This Was: Holiday Mood at the Seattle Hungarian Community

by Márton Huszár, translated by Elisabeth Jakab, illustration by Márton Huszár, photos by Márta Horváth & Zsuzsa Stanfield

Celebrations. Lights. Good food. The year usually ends on this note. Whatever happens during the year, there is something to look forward to, something to slow down for and package our hearts into a celebratory wrap in December. This is what happened in Seattle, too. The busy members of the Hungarian community have worked hard to organize the best Christmas dinner of all times, something that is a tradition here.

The Hungarian American Association of Washington scheduled the dinner for December 11, 2022, and a long waiting list built up before the event. Even the organizers were surprised by the demand, and they were fortified in their belief that these types of community forming events are much needed, especially after the limitations and distancing of the past years. Eventually the venue filled up with 160 participants.

Part of the preparations was that – in spirit of the tradition – the scouts grabbed a chain saw and visited a Christmas tree farm to choose and cut a tree that eventually became one of the jewels of the event. We continued with the event planning the next day, organizing evening meetings to ensure that all would be well prepared. We collected donations for the raffle and organized the cookie sale that provides income for the Association’s year-round activities. I generated coloring pages for the kids so that even the youngest ones wouldn’t get bored during the dinner. For the celebration held before the dinner, we taught Hungarian Christmas songs to the students at the Seattle Hungarian School.

And the big day arrived. Although the dinner was scheduled to start at 6 pm, we, the organizers, arrived at noon to spruce up the space, set the tables, decorate the tree, set up the DJ’s station and be ready for the arrival of the guests. The room filled up fast. The guests arriving in celebratory clothing were looking around for their tables, excited by the possibility of meeting new members of the Hungarian community, to maybe share stories with each other. The presentations included songs, piano play and folk music. The most emotional moment of the night was all of us singing together the Holy Night. The lady sitting next to me, who arrived from Canada, gripped the edge of the table with teary eyes and sang from the depth of her heart. Later she told me that her husband, who had unfortunately already passed away, was very tied to the Hungarian culture and would have very much enjoyed tonight’s event. She travelled to the US with her son and his family explicitly for this Hungarian dinner. This was a heart-warming testimonial for me about the convergence of Hungarians in this area. The food was provided by the community. It was a potluck where everyone brought something to share with the others. There was a very colorful and diverse table set up in the kitchen, where Hungarian and American dishes were served side by side. There was pork roast served with apples and berries next to potato salad, traditional Hungarian fish soup and cabbage rolls.
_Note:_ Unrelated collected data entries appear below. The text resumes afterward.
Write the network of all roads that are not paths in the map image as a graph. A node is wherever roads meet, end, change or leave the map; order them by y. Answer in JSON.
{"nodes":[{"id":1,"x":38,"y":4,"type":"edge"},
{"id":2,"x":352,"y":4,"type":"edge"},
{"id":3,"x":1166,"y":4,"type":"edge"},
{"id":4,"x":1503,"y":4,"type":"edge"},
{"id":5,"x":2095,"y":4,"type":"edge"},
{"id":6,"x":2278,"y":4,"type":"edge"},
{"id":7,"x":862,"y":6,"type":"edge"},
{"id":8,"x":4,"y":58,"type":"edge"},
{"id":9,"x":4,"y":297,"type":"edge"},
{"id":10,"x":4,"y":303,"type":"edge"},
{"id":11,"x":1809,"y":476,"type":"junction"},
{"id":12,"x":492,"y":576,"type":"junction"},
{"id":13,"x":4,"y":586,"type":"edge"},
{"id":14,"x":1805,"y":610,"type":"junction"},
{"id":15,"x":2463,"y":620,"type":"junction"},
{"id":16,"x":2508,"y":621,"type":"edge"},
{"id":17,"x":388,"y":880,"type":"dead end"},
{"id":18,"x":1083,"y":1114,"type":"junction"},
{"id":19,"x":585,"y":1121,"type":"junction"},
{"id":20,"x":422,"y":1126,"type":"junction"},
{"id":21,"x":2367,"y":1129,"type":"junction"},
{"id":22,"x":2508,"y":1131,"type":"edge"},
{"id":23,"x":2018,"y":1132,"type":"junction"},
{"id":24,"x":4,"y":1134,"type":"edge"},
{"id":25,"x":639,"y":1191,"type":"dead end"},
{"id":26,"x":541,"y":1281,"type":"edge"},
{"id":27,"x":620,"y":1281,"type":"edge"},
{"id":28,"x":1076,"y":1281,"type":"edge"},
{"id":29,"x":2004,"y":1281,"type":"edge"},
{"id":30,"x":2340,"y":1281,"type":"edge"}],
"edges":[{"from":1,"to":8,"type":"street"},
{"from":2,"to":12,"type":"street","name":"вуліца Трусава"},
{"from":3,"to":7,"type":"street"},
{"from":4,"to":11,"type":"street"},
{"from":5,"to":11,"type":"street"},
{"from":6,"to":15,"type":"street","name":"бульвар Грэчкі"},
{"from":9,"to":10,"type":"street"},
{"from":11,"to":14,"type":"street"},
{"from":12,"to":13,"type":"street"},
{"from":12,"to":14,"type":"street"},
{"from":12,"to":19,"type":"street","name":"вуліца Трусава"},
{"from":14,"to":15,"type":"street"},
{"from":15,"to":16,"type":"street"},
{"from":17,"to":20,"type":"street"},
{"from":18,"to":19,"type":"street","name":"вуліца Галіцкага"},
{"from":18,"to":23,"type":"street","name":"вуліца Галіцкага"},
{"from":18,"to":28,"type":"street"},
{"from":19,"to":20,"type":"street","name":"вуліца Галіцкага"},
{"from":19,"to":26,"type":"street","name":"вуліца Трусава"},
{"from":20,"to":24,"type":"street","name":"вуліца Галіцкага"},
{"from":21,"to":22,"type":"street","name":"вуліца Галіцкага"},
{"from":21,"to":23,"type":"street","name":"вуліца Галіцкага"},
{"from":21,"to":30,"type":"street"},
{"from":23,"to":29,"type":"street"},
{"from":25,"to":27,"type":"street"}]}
During the dinner I tended the bar and could overhear a lot of stories. There were people who followed their spouses, refugees from 1956 and whole families who moved here in the hopes of building a better life in Seattle. I am very thankful to the Kőrösi Csoma Sándor Program that sponsored my stay here, offering me the opportunity to meet the local Hungarian community. I’ve got to meet a supportive community where members can count on each other, read Hungarian stories to their children at night and don’t forget about their roots.

The Christmas dinner was a great success; there were lots of pictures snapped and I met several new friends. At the end we packed up the Association’s belongings and left for home around midnight, pleased with the events of the day. This was a Christmas I’ll not forget till the end of my life.